> TASK DESCRIPTION
How many lines below contain the string "that"? Reply with the figure and no further words.

BEGIN GIVEN RECORDS

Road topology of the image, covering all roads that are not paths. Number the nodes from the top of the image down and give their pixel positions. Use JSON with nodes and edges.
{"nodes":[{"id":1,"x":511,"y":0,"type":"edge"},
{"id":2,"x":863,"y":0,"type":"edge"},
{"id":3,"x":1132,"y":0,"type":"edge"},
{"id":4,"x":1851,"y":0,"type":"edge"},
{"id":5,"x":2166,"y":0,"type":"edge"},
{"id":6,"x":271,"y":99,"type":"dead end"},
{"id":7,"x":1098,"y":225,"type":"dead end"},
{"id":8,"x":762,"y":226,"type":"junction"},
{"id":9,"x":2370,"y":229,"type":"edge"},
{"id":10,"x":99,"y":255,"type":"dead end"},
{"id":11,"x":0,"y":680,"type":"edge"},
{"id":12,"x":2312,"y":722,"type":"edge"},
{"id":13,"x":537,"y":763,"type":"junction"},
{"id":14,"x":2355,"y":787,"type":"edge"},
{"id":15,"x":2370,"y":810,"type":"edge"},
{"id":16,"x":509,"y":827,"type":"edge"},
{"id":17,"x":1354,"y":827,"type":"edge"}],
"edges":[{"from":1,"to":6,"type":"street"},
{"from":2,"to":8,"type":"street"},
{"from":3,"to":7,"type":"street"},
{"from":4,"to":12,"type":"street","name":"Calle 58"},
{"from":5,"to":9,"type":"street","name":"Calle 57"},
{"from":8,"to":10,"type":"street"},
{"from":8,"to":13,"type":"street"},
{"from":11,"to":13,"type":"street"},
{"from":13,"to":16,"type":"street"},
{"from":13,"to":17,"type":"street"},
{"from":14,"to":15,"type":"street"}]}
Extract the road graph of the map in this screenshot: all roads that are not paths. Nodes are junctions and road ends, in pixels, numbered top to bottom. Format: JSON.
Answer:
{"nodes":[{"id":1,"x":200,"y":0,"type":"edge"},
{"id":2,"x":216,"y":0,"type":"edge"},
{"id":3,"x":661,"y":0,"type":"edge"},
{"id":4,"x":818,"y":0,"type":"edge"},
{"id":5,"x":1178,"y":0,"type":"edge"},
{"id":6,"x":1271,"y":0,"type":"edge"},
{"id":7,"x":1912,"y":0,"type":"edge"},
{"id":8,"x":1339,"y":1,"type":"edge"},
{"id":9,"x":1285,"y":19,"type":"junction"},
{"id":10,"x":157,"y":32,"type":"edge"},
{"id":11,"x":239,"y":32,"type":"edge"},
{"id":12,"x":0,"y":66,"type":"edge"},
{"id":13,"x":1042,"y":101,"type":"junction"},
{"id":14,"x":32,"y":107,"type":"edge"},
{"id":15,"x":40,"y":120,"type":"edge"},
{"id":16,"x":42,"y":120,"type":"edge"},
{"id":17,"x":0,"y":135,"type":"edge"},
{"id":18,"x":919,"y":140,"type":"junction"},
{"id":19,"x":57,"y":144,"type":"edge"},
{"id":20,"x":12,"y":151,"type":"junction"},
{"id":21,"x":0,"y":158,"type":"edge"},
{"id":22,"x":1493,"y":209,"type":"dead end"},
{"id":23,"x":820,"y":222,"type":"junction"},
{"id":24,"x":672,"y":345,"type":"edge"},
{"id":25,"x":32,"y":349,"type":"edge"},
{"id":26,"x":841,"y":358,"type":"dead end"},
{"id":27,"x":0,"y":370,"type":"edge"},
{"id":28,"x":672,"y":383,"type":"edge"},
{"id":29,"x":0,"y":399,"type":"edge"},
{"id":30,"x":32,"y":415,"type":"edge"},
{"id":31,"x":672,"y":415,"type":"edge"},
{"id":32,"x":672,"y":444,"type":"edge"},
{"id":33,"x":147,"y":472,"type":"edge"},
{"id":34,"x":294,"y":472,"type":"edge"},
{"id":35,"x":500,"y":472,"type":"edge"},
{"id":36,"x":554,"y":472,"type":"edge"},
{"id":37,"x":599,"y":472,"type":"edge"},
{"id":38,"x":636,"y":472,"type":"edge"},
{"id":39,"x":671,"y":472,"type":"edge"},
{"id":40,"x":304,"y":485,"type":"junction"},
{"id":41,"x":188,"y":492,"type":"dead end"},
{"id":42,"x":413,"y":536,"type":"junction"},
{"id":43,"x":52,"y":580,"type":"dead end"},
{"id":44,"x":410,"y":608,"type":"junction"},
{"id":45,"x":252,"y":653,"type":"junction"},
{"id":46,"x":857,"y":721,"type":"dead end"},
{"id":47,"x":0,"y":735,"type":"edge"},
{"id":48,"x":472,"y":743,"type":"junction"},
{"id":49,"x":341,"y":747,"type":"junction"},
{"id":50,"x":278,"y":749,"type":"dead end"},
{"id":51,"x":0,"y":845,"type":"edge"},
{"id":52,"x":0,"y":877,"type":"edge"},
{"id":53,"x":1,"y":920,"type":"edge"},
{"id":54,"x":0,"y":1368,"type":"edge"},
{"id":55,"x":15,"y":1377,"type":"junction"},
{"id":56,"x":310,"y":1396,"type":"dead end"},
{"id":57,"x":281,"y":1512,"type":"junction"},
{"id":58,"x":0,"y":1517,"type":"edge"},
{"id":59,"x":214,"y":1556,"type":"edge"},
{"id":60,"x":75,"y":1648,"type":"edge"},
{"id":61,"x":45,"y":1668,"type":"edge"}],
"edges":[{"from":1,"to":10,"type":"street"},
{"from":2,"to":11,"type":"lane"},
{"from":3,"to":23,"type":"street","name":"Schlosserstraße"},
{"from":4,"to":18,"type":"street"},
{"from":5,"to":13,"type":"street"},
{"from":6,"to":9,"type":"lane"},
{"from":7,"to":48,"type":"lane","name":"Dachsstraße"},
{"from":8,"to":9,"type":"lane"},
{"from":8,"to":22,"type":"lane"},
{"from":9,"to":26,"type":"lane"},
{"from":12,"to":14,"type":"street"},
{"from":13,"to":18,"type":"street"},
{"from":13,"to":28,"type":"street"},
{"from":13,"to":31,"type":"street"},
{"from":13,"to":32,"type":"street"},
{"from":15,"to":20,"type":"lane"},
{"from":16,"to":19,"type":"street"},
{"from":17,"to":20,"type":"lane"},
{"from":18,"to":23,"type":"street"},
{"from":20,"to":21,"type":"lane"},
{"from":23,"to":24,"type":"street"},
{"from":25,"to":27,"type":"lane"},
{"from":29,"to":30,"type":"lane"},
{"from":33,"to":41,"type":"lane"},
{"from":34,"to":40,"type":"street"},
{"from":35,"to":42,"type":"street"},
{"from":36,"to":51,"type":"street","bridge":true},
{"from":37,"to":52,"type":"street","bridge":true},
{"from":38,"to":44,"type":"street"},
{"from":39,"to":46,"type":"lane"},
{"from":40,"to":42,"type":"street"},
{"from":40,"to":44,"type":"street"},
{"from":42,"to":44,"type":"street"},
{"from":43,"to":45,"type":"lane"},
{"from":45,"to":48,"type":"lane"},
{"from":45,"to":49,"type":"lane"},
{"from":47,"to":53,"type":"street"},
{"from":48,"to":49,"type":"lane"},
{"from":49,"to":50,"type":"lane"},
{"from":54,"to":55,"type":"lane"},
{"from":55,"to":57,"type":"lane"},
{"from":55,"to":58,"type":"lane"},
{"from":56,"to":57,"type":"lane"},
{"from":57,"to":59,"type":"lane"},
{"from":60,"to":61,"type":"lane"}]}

END GIVEN RECORDS

> RESULT
2